LG has announced the latest addition to its aggressively priced L-Style range of Android smartphones but the new device won't be sold through Australia's traditional carriers.
The LG Optimus L9, the flagship model in the company's L-Series prepaid range of Android phones, will initially be available through MVNO's Allphones, Crazy John's and Dodo, along with Dick Smith retail stores.
It will retail for $399 as an outright and unlocked purchase and will be available on selected plans, depending on the carrier. Allphones will sell the white version of the Optimus L9 exclusively, while the black model will be sold through other selected retailers.
Unlike LG's Optimus L7, which retails for $229 as a prepaid device through Optus, and the $79 Optimus L3 which sells through Telstra, the Optimus L9 will not be sold through one of Australia's big three carriers — Telstra, Optus or Vodafone.
LG Australia's General Manager of Marketing, Lambro Skropidis, had this to say about the Optimus L9:
"The Optimus L9 is a great smartphone and will appeal to discerning and extremely style driven consumers that are after a well featured premium handset with Android software."
"LG will continue to offer differentiated value throughout our handset range and the Optimus L9 is a fantastic example of the great feature set and technology we can deliver in a compelling price package."
The LG Optimus L9 has a 4.7in IPS screen, is powered by a dual-core processor and comes with a 5-megapixel camera. The screen is one of the largest on a prepaid Android phone sold in Australia and features a qHD resolution of 960x540. This is significantly higher than most other prepaid phones on the market.

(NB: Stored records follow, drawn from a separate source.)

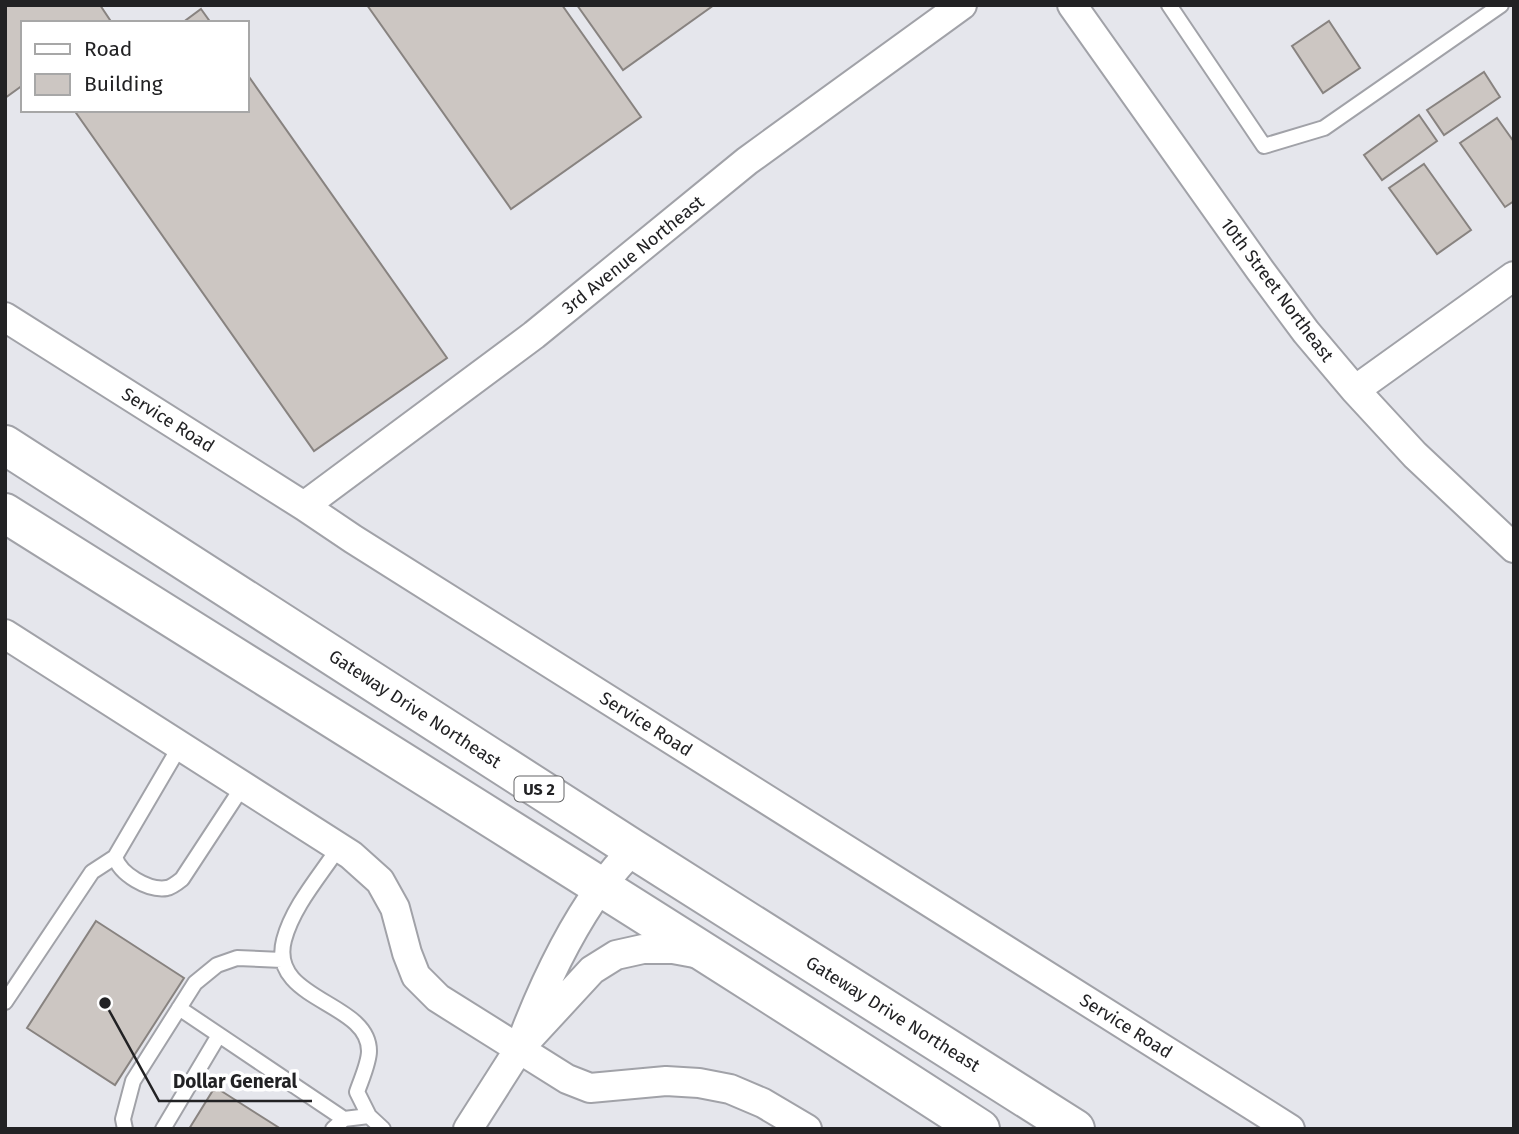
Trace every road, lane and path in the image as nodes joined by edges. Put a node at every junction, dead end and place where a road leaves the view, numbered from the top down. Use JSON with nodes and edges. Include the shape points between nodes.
{"nodes":[{"id":1,"x":962,"y":5,"type":"edge"},
{"id":2,"x":1072,"y":5,"type":"edge"},
{"id":3,"x":1169,"y":5,"type":"edge"},
{"id":4,"x":1501,"y":5,"type":"edge"},
{"id":5,"x":1514,"y":276,"type":"edge"},
{"id":6,"x":5,"y":317,"type":"edge"},
{"id":7,"x":1355,"y":390,"type":"junction"},
{"id":8,"x":5,"y":445,"type":"edge"},
{"id":9,"x":304,"y":506,"type":"junction"},
{"id":10,"x":5,"y":513,"type":"edge"},
{"id":11,"x":1514,"y":548,"type":"edge"},
{"id":12,"x":5,"y":634,"type":"edge"},
{"id":13,"x":180,"y":746,"type":"junction"},
{"id":14,"x":243,"y":786,"type":"junction"},
{"id":15,"x":339,"y":847,"type":"junction"},
{"id":16,"x":633,"y":849,"type":"junction"},
{"id":17,"x":115,"y":857,"type":"junction"},
{"id":18,"x":600,"y":887,"type":"junction"},
{"id":19,"x":716,"y":958,"type":"junction"},
{"id":20,"x":282,"y":960,"type":"junction"},
{"id":21,"x":5,"y":1002,"type":"edge"},
{"id":22,"x":179,"y":1008,"type":"junction"},
{"id":23,"x":219,"y":1035,"type":"junction"},
{"id":24,"x":519,"y":1049,"type":"junction"},
{"id":25,"x":369,"y":1116,"type":"junction"},
{"id":26,"x":339,"y":1124,"type":"edge"},
{"id":27,"x":125,"y":1129,"type":"edge"},
{"id":28,"x":163,"y":1129,"type":"edge"},
{"id":29,"x":383,"y":1129,"type":"edge"},
{"id":30,"x":468,"y":1129,"type":"edge"},
{"id":31,"x":807,"y":1129,"type":"edge"},
{"id":32,"x":980,"y":1129,"type":"edge"},
{"id":33,"x":1074,"y":1129,"type":"edge"},
{"id":34,"x":1290,"y":1129,"type":"edge"}],
"edges":[{"from":1,"to":9,"type":"street","name":"3rd Avenue Northeast","via":[[747,162],[534,335]]},
{"from":2,"to":7,"type":"street","name":"10th Street Northeast","via":[[1260,270]]},
{"from":3,"to":4,"type":"lane","via":[[1265,146],[1324,128]]},
{"from":5,"to":7,"type":"street"},
{"from":6,"to":9,"type":"street","name":"Service Road"},
{"from":7,"to":11,"type":"street","name":"10th Street Northeast","via":[[1424,464]]},
{"from":8,"to":16,"type":"highway","name":"Gateway Drive Northeast","number":"US 2"},
{"from":9,"to":34,"type":"street","name":"Service Road"},
{"from":10,"to":18,"type":"highway"},
{"from":12,"to":13,"type":"street"},
{"from":13,"to":14,"type":"street"},
{"from":13,"to":17,"type":"lane"},
{"from":14,"to":15,"type":"street"},
{"from":14,"to":17,"type":"lane","via":[[182,879],[169,888],[150,887],[118,867]]},
{"from":15,"to":20,"type":"lane","via":[[290,921]]},
{"from":15,"to":24,"type":"street","via":[[380,881],[395,908],[416,976],[438,998]]},
{"from":16,"to":18,"type":"street"},
{"from":16,"to":33,"type":"highway","name":"Gateway Drive Northeast","number":"US 2"},
{"from":17,"to":21,"type":"lane","via":[[92,872]]},
{"from":18,"to":19,"type":"highway"},
{"from":18,"to":24,"type":"street","via":[[545,984]]},
{"from":19,"to":24,"type":"street","via":[[673,949],[616,956],[592,971]]},
{"from":19,"to":32,"type":"highway"},
{"from":20,"to":22,"type":"lane","via":[[237,957],[217,965],[195,983]]},
{"from":20,"to":25,"type":"lane","via":[[296,983],[365,1034],[369,1051],[357,1092]]},
{"from":22,"to":23,"type":"lane"},
{"from":22,"to":27,"type":"lane","via":[[133,1081],[123,1119]]},
{"from":23,"to":26,"type":"lane"},
{"from":23,"to":28,"type":"lane"},
{"from":24,"to":30,"type":"street"},
{"from":24,"to":31,"type":"street","via":[[566,1079],[590,1088],[666,1081],[699,1083],[730,1089],[763,1103]]},
{"from":25,"to":26,"type":"lane"},
{"from":25,"to":29,"type":"lane"}]}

The LG Optimus L9 has 4GB of internal memory and a microSD card slot for extra storage and also features a front-facing VGA camera for video calls.
There are also two software features of note on the Optimus L9. The first is a redesigned keyboard called My Style Keypad, which allows users to change the key layout depending on whether they're using the phone with one hand or two.
In addition, a QTranslator app uses optical character recognition (OCR) to translate sentences and phrases into other languages by simply capturing a photo of text.
Earlier this year, LG admitted to PC World Australia that it had "dropped the ball" in smartphones in the last 12-18 months. At the time, the company promised to launch at least four 4G smartphones in Australia by early 2013 in a bid to turn around its fortunes.